How connected are safety specialists with operational staff and the operational environment, where the day-to-day safety is created, to understand the operational world? How much of our time is spent behind a desk or in meetings? In every industry, there is a danger that those working at the blunt-end (in any role) become detached from those in the sharp-end of operations. 

Some years ago, I was part of a major project involving a change to a new facility along with several other changes. I entered the project at a relatively late pre-operational stage - everything was designed, built and mostly installed. The operators were training for the change. The risk assessments, including human factors, had already been done and were exhaustive, comprising hundreds of pages of documentation from workshops and analysis. After reading some of this material, I could not get a real sense for what was going on. The only way I could see to understand the change was to to enter simulator training for a week and just watch and listen. 

I was shocked at what I experienced. What I saw was that the operational staff were not ready for the move, despite what management and various specialists believed. Being with them, watching them and listening to them allowed for a moment-by-moment empathy of the operators' experiences (process empathy) and a near understanding of their worlds (person empathy). The operators could use the equipment, but they could not do the rest of the job safely at the same time. Some lost the picture, unable to continue. Some broke down crying. Operational staff had already spoken up, but the message wasn't getting through.

Nothing in any analysis could give anything like this understanding, because it was just that - analysis; work-as-imagined, decontextualised, decomposed and detached from the reality of work-as-done

As I arrived home after the fourth day in the simulator, all I felt I could do, as a safety specialist was write honestly and openly about what I saw. So I wrote a letter in the late hours of the night. The next day, I went in to the facility to try to talk to someone about what I had seen, as a newcomer and outsider to the project since the Monday. When I arrived, I read the letter to the project and facility safety manager. Then I read it again, with the safety managers, to a senior manager, then again to the facility manager and several senior project and facility staff in an impromptu meeting. While there was some resistance, most listened and understood, and agreed to look into it further

But there was some resistance to this unorthodox approach and, quite rightly, I was challenged. I could only think of one question in reply: "Have you been into the simulator recently?" What was most surprising to me at the time was that none of the (non-operational) managers or specialists present at the impromptu meeting had spent time in the simulator during training.
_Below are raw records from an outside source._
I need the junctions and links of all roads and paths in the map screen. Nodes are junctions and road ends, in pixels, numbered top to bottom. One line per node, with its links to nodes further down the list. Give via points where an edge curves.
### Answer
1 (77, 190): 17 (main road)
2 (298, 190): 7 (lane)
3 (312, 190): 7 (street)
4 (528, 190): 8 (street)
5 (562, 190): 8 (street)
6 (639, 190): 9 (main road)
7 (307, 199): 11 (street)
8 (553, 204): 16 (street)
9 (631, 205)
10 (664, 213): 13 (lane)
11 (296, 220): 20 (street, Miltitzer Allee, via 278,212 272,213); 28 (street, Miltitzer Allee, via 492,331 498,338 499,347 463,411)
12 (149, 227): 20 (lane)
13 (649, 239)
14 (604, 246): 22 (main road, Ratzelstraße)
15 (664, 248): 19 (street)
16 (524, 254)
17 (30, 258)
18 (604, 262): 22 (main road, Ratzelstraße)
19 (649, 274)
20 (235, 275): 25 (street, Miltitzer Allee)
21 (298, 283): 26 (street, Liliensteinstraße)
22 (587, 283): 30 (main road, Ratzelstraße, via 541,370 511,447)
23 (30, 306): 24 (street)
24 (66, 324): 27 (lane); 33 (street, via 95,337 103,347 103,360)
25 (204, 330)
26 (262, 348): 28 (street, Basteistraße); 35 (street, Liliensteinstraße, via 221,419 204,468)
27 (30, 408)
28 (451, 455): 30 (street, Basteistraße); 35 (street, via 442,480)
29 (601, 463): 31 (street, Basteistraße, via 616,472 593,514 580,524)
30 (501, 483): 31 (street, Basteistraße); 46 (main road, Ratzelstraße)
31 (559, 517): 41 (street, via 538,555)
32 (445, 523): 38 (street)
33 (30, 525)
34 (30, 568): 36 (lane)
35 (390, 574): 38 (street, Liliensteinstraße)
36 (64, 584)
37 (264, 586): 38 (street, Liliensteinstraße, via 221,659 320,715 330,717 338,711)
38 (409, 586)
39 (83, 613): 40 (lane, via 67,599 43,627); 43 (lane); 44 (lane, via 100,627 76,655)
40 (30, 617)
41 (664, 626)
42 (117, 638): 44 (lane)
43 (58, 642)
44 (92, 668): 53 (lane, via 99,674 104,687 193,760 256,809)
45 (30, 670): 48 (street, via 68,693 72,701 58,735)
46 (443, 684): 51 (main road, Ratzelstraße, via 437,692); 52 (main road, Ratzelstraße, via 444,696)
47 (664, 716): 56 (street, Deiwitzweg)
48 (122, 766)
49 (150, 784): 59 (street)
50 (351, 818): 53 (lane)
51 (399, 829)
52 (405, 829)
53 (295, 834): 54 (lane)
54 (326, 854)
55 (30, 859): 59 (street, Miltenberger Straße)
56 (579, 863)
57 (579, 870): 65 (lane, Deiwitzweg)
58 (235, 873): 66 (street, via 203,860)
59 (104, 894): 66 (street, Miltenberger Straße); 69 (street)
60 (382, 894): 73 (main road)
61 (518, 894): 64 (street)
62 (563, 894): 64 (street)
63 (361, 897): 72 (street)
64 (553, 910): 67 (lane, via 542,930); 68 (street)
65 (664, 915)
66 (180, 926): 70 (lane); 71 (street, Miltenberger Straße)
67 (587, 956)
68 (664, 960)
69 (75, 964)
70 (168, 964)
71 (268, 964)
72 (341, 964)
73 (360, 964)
There are many reasons why sitting in a simulator with operational staff does not seem like a priority on a large project, but among them are safety regulations and safety management systems. The need to comply with such requirements may seem like a very good reason not to bother getting involved with operational issues. Ironically, both can take the focus away from the sharp-end of safety. Because time and other resources are always limited, there has to be a trade-off. The trade-off often favours safety-as-imagined, as opposed to safety-as-done. 
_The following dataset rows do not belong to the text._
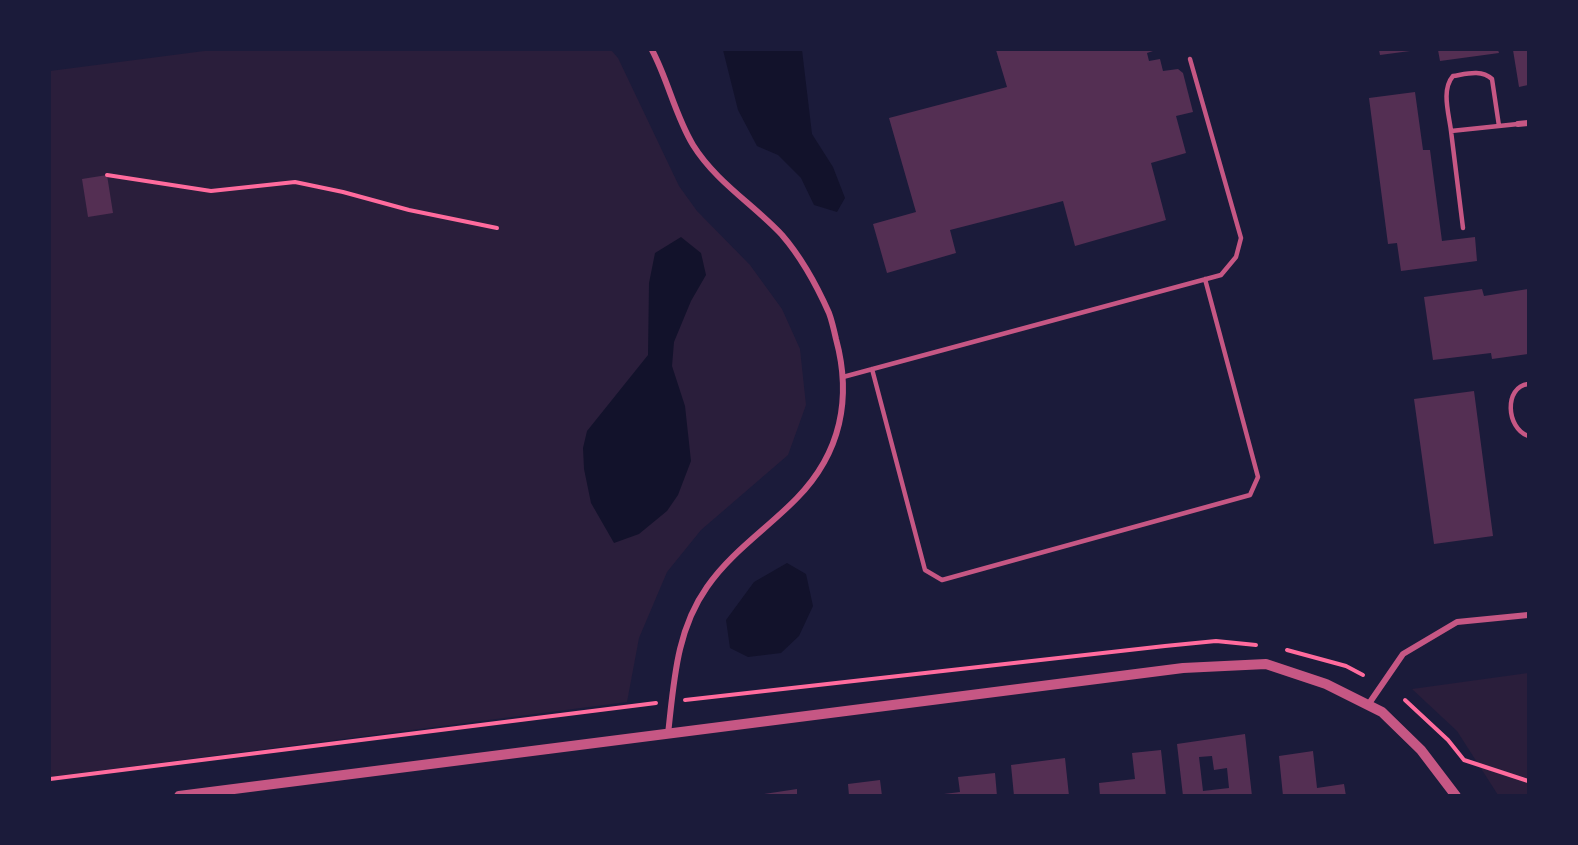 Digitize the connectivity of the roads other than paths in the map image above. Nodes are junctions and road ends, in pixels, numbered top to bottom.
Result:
1 (652, 50) edge
2 (1190, 59) dead end
3 (1528, 123) edge
4 (1518, 124) joint
5 (1499, 126) junction
6 (1451, 131) junction
7 (1463, 228) dead end
8 (1204, 279) junction
9 (872, 369) junction
10 (843, 377) junction
11 (1528, 384) edge
12 (1528, 436) edge
13 (1528, 615) edge
14 (1368, 705) junction
15 (668, 734) junction
16 (178, 795) edge
17 (1456, 795) edge

1 - 10 street
2 - 8 lane
3 - 4 street
4 - 5 lane
5 - 6 lane
5 - 6 lane
6 - 7 lane
8 - 9 lane
8 - 9 lane
9 - 10 lane
10 - 15 street
11 - 12 lane
13 - 14 street
14 - 15 street
14 - 17 street
15 - 16 street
In the weeks following, it was decided to delay the opening of the new facility to allow for more experience in the simulator and the new facility. During this time, two or three big human factors issues (including a significant risk associated with display design) were identified from informal discussions and observations. These issues were resolved during these months. The facility opened successfully a few months later. 

Before this experience, I had spent most of my time in this organisation behind a desk, with little access to operational environments or staff. From that position I could identify risks, but could not really understand risk.

The message in the insurance poster reminded me of this experience and has been a sort of mantra ever since:  

 If you want to understand risk, you need to get out from behind your desk.